I had a lot of conversations and liked difficult conversations with people and which was really essential to the storytelling for me. I think for Justine and all young athletes, her role is a tennis prodigy and tennis star. All of the circumference of your life and all of those relationships and the value that’s in each of those relationships comes from tennis and being the tennis star. When you take the tennis away then the value of every single relationship on that circumference is diminished. Then a shell of a person is left but the instinct of that athletic instinct is still there.

I think the best part about this whole process for me was getting to train because it was like so physical. I’m also trying to understand Glenn and her dad and everyone who’s trained her to have this kind of primal athleticism and to trust this primal instinct. But then when she has no sport to put that in she’s just kind of working but then she’s in the real world I guess and she really doesn’t know how to be there. Her impulses take her to every step and then her mind plays catch up to that.

Ella in Fifteen-Love

Both Glenn and Justine are English and you two are Irish. Did you ever think your characters could be Irish? 

Ella: You were going to play Glenn as a Keryman at one stage. He would have been lovely as a Kerryman, he would have been really endearing. [Laughs]

Aidan: Was I? [Laughs] It’s funny when you get a script, a part of me does go, “Does he need to be British? Does he need to be American?” It’s the authenticity of your own accent that could be useful. But for this no, it was never a thought. Sometimes it raises more questions than it needs. It becomes just a distraction.
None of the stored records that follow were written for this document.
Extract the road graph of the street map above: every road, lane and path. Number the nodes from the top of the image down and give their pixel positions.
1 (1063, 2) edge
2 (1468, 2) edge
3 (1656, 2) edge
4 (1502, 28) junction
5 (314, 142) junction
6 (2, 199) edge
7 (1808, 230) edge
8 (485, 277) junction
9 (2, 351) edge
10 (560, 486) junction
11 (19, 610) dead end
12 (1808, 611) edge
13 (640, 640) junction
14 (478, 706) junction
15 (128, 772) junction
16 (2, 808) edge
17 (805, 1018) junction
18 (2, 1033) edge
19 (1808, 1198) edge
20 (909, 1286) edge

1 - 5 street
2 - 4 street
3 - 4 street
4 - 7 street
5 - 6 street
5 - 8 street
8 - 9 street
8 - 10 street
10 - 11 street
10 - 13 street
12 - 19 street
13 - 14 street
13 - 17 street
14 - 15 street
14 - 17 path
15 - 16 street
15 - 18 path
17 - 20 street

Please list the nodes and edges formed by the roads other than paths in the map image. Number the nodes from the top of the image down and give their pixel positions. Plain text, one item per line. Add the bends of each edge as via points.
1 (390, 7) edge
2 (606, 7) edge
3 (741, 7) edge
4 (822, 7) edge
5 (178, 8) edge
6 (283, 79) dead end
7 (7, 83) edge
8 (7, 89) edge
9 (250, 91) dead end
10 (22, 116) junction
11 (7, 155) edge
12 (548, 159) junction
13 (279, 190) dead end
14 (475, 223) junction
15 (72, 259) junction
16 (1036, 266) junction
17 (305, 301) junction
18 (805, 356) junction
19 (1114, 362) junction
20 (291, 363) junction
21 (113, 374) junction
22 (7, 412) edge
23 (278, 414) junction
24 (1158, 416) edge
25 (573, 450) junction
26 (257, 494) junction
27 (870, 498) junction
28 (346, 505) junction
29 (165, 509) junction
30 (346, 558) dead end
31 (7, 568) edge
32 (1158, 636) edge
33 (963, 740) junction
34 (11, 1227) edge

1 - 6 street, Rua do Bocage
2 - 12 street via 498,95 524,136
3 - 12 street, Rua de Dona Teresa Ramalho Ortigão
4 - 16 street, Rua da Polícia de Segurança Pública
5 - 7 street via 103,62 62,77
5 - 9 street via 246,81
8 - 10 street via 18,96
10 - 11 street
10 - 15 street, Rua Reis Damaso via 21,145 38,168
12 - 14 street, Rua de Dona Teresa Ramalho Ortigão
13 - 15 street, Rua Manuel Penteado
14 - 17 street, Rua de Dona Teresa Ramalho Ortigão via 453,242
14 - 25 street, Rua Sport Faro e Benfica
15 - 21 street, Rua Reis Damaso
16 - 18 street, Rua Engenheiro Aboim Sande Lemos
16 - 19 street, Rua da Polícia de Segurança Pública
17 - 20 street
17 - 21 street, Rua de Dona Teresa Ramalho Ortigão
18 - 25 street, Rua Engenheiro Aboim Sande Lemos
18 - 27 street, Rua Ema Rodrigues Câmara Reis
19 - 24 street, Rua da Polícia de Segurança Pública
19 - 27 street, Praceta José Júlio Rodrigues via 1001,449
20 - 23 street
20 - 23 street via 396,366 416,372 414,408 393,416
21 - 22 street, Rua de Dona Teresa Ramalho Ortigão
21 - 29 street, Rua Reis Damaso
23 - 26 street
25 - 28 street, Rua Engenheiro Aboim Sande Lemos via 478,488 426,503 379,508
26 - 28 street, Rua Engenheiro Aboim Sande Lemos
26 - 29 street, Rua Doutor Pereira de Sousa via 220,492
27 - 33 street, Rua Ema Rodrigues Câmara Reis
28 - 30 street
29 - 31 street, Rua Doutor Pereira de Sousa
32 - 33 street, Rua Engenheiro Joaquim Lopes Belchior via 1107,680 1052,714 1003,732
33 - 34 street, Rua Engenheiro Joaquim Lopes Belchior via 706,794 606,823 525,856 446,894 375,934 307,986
It just makes sense that he’s English. In the early days, we were talking about his background and he was probably a public schoolboy, so he has this posher accent and an affluent family. It just makes sense for his trajectory. So to suddenly make him Irish, the wheels start to come off. I think it would have distracted from a very important story that were trying to tell.

Did you get the chance to train together on the tennis court?

Ella: We did do one session together, that was the first time I met you. I remember feeling really scared because I felt like I actually had to be a professional tennis player but no one was asking me to be that. I was living with that anxiety for quite a while. Then Aidan then comes out with these really good serves and I was like, “Well done. Really good.”

Aidan: When I showed up you had been training for at least a month prior or something. You guys got it really early. You guys were doing serves that looked so professional. If you’re not doing it to 12 it’s not in your blood or your body. There are so many moving bits.

Ella and Aidan in Fifteen-Love

Tennis is such an intense sport. Tennis players get this rep of being aggressive and egotistical. Do you think this story could have been told in any other sport?

Aidan: You cannot be serious – John McEnroe. He was a really aggressive tennis player. He would say shit like that.

Ella: That dynamic is literally like it’s like ‘hit, hit, hit’. That helped me.

Aidan: The world of tennis is what surprised me because when we started going to these kinds of facilities like Stratford or these places, they were so vacuous. They’re huge, there’s 12 indoor court, then there’s half a dozen outdoor courts, then there’s like a pool area, a spa and a physio and changing rooms.

There are all these different places. We’re dealing with individual sport it’s not a team sport it’s just you and the coach. A lot of times you have coaches who are just with that one player in the same case or the dark corner of this facility. It wouldn’t be the same football, it is these individual sports. And it’s not just tennis there are loads of them where you’re one on one with the coach. When we went to the facilities I realised how these could be problematic. It requires a lot of trust on every level.